Women leadership is also at work at ECOWAS Radio (former UNMIL Radio), where unsurpassable Newscaster Eva Flomo coordinates the affairs of the regionally branded development radio. Unlike, many radio stations in Liberia, ECOWAS Radio is unique in scope and philosophy. It is limited to Liberia in audience coverage for now, still the radio is believed to exist as a pilot regional communication approach that enhances the mission of the parent body, the Economic Community of West African States.

Spotlighting the female media network led by Mrs. Siatta Scott Johnson, one could dichotomize the upright good over the controversy. The Female Journalists Association of Liberia ( FeJAL) received a huge political gift like the Press Union of Liberia(PUL), but the difference is FeJAL utilizes its version for institutional benefits unlike the PUL. May I opinionate this much, FeJAL possesses and maintains a standardized, and decently well-positioned office befitting a national umbrella organization of the Fourth Estate of Liberia. Say what you want, the leadership of Mrs. Siatta Scott Johnson has raised the bar of a decent media coordinating office in Liberia. It is left with the Press Union of Liberia, once its in-fight ends, and the Association of Liberia Community Radio (ALICOR), a gender insensitive auxiliary, to rise up to the occasion of retiring mediocrity at their residences.

The Liberia Broadcasting System (LBS) is a center of attraction and less conflict zone today as opposed to the past. In less than two (2) years LBS retired many of its old hands (experienced workforce) to give space to new and younger faces. Reflecting on the LBS we all know, this transition would have prompted publicized conflicts and protest especially in a challenging economy like Liberia. All went well because of good leadership. Good and collective leadership at LBS lies on the shoulders of the young female, Mrs. Estelle Liberty Kemoh who passed through the skillful hands of Media Guru, Aaron Kollie of Power FM/TV. Today’s reality of young people leading their peers is not as smooth as you may think. We live in a materialistic era where unrealistic ambitions facilitate undermining against progress. There may be rough edges at LBS, but the truth is leadership is at work considerably.
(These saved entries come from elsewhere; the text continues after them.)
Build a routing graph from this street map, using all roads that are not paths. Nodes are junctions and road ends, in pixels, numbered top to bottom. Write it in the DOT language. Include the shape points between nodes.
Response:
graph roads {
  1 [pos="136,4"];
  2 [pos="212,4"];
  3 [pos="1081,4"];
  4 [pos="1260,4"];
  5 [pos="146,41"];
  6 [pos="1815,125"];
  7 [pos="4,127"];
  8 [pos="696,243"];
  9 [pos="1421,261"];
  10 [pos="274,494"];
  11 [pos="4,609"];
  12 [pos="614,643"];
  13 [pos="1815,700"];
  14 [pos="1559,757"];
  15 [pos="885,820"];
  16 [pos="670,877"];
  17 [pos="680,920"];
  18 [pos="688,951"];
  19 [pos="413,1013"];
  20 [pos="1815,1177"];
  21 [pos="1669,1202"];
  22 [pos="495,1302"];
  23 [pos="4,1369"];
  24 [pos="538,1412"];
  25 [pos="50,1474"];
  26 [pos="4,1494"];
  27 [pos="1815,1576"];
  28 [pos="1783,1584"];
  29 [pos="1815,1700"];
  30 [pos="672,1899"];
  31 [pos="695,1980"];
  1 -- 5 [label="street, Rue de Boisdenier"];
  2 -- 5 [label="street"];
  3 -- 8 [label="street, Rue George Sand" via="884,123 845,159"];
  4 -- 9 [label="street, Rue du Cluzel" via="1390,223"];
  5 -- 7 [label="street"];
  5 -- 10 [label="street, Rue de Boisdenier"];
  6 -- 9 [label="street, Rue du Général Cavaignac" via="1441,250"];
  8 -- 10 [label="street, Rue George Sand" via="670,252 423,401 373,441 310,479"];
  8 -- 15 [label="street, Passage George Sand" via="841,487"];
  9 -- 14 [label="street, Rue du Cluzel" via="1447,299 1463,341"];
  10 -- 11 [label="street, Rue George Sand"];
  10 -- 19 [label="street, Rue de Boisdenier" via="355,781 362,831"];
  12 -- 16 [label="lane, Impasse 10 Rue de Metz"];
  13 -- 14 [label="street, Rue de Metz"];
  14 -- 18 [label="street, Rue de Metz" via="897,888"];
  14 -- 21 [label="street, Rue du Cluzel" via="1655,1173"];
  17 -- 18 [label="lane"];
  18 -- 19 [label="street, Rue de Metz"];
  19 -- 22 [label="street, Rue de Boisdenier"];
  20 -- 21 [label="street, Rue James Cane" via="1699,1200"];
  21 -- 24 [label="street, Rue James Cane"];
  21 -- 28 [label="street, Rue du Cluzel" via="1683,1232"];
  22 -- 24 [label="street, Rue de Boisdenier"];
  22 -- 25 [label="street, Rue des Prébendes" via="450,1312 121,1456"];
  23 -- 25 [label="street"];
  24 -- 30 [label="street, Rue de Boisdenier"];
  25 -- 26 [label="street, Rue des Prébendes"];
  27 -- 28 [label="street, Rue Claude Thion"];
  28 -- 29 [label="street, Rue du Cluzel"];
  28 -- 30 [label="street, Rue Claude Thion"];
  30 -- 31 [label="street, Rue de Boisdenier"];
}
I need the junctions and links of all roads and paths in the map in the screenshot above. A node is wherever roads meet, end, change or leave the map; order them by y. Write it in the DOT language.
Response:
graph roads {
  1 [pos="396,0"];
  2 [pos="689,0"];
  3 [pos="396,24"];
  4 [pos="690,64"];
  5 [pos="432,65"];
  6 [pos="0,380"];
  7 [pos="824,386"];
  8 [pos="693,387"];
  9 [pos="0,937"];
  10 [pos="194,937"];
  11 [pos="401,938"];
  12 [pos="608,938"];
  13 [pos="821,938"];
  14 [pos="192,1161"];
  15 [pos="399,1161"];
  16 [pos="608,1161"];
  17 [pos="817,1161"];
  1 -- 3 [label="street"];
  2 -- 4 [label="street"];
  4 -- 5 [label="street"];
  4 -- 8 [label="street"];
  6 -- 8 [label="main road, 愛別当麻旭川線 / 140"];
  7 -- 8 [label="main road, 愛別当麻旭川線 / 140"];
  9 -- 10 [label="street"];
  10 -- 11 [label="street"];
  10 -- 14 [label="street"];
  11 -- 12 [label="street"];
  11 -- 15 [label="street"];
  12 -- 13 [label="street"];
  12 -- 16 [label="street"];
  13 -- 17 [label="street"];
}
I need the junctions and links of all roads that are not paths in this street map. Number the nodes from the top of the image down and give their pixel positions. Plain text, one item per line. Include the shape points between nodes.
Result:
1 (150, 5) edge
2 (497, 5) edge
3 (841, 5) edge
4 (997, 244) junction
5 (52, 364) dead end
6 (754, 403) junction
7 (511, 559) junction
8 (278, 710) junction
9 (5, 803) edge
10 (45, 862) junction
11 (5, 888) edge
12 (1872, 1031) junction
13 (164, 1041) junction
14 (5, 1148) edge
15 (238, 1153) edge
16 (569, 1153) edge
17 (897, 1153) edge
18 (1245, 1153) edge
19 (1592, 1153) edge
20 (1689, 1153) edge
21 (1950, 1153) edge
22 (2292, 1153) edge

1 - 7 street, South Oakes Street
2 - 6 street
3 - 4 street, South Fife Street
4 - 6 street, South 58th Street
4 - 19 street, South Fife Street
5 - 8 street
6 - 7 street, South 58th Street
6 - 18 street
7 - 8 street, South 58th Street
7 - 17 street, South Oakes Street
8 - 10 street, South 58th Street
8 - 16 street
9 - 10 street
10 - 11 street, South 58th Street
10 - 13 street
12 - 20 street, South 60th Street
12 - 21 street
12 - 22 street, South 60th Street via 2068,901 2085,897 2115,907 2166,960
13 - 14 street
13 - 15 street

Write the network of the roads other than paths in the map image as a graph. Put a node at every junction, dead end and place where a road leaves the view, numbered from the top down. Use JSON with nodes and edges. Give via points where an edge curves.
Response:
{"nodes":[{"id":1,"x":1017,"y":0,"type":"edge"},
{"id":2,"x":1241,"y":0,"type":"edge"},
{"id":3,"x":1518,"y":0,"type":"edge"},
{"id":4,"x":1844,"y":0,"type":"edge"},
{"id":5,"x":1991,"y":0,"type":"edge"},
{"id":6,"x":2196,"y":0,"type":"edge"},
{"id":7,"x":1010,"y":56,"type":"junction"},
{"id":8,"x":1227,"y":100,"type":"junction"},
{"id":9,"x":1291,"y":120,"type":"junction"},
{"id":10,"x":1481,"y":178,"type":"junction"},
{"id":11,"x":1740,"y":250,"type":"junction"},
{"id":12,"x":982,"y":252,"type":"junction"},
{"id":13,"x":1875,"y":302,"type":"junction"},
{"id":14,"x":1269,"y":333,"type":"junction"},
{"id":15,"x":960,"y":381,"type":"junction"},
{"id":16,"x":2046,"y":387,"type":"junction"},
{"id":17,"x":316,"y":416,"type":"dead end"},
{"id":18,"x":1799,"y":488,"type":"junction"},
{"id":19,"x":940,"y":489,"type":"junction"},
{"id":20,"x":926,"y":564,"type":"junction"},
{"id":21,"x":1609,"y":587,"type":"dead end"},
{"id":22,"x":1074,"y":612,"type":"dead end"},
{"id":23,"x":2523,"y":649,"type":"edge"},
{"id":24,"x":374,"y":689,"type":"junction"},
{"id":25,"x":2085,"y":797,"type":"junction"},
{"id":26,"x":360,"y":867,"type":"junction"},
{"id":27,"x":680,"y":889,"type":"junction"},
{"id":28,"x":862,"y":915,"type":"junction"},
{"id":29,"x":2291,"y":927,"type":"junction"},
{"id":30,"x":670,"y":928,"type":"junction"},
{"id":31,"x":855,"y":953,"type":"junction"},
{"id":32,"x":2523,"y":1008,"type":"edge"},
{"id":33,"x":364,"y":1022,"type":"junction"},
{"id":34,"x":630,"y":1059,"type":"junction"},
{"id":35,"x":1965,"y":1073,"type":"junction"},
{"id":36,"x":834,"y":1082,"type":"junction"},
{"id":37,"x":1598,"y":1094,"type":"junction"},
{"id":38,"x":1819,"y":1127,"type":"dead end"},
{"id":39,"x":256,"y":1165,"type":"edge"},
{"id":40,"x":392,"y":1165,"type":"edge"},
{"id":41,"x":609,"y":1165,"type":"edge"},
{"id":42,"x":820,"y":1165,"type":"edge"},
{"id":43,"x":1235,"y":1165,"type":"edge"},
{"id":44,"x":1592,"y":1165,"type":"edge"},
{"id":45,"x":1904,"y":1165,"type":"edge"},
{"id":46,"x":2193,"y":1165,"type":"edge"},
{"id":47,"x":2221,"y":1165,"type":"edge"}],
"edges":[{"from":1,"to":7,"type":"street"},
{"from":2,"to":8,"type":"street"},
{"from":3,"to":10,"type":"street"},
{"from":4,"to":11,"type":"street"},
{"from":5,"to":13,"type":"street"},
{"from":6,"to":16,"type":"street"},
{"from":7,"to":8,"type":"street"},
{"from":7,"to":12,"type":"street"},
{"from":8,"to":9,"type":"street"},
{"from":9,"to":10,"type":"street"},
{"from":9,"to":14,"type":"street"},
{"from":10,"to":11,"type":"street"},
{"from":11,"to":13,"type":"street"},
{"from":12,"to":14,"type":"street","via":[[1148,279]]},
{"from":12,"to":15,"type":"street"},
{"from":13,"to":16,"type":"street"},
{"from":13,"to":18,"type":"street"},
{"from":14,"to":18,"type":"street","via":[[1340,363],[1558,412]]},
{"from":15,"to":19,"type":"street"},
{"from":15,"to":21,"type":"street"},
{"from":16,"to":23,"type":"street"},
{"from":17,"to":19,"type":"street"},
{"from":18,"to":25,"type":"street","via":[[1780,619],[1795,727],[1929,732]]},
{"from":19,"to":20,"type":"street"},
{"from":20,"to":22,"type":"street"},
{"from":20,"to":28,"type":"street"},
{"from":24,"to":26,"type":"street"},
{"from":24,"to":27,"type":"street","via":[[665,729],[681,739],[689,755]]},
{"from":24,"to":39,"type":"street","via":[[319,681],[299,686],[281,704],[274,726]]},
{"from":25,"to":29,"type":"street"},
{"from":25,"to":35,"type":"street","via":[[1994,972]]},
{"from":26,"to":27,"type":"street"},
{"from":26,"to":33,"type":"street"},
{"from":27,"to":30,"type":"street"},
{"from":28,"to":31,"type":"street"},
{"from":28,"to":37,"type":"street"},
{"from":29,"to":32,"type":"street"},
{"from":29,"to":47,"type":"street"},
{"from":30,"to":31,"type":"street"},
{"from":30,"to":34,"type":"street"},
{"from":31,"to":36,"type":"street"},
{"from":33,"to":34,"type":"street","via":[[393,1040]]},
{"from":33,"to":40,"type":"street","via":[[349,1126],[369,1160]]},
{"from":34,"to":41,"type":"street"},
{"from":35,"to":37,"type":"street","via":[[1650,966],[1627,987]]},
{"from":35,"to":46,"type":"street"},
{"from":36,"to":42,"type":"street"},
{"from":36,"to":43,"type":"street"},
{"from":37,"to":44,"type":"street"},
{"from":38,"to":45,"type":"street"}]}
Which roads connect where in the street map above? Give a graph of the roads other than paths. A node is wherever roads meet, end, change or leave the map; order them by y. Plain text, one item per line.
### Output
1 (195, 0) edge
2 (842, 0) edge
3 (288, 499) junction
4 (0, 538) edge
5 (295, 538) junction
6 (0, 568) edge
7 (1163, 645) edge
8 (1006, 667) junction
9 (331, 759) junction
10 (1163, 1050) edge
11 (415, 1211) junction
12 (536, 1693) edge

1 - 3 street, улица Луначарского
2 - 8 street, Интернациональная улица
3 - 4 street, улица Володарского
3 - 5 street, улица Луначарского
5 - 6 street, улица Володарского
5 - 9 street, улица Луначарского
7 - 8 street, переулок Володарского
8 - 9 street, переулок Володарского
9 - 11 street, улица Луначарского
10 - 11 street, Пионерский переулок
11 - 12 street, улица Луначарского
I end on this note by saluting foundational women leaders in the media who are largely supporting and continuously lifting their gender on the stage. The Likes of Prof. Weade Kobbah-Boley who over the years has served the media community as a giant female Media Developer, Mrs. Elizabeth Hoff- the First Female President of the Press Union of Liberia, and Mrs. Torwon Sulonteh Brown- FeJAL’s former Coordinator. All of you active female media actors are recognized for the individual and collective roles you play in leadership and in the newsrooms. Keep pushing! We give flowers to our foreign female media developers, particularly the Chief of Party at Internews Liberia, Ms. Lien Bach, and the Executive Director of New Narratives- Prue Clarke.

Obviously, we have a long way to go. We have to maximize our skills in media development. We have to lead the Liberian media in strategic innovation to affect income generation for sustainable independent reporting- media as business. We have to stimulate loyalty to Journalism as a fraternity.

For now, we all hail female media managers this time.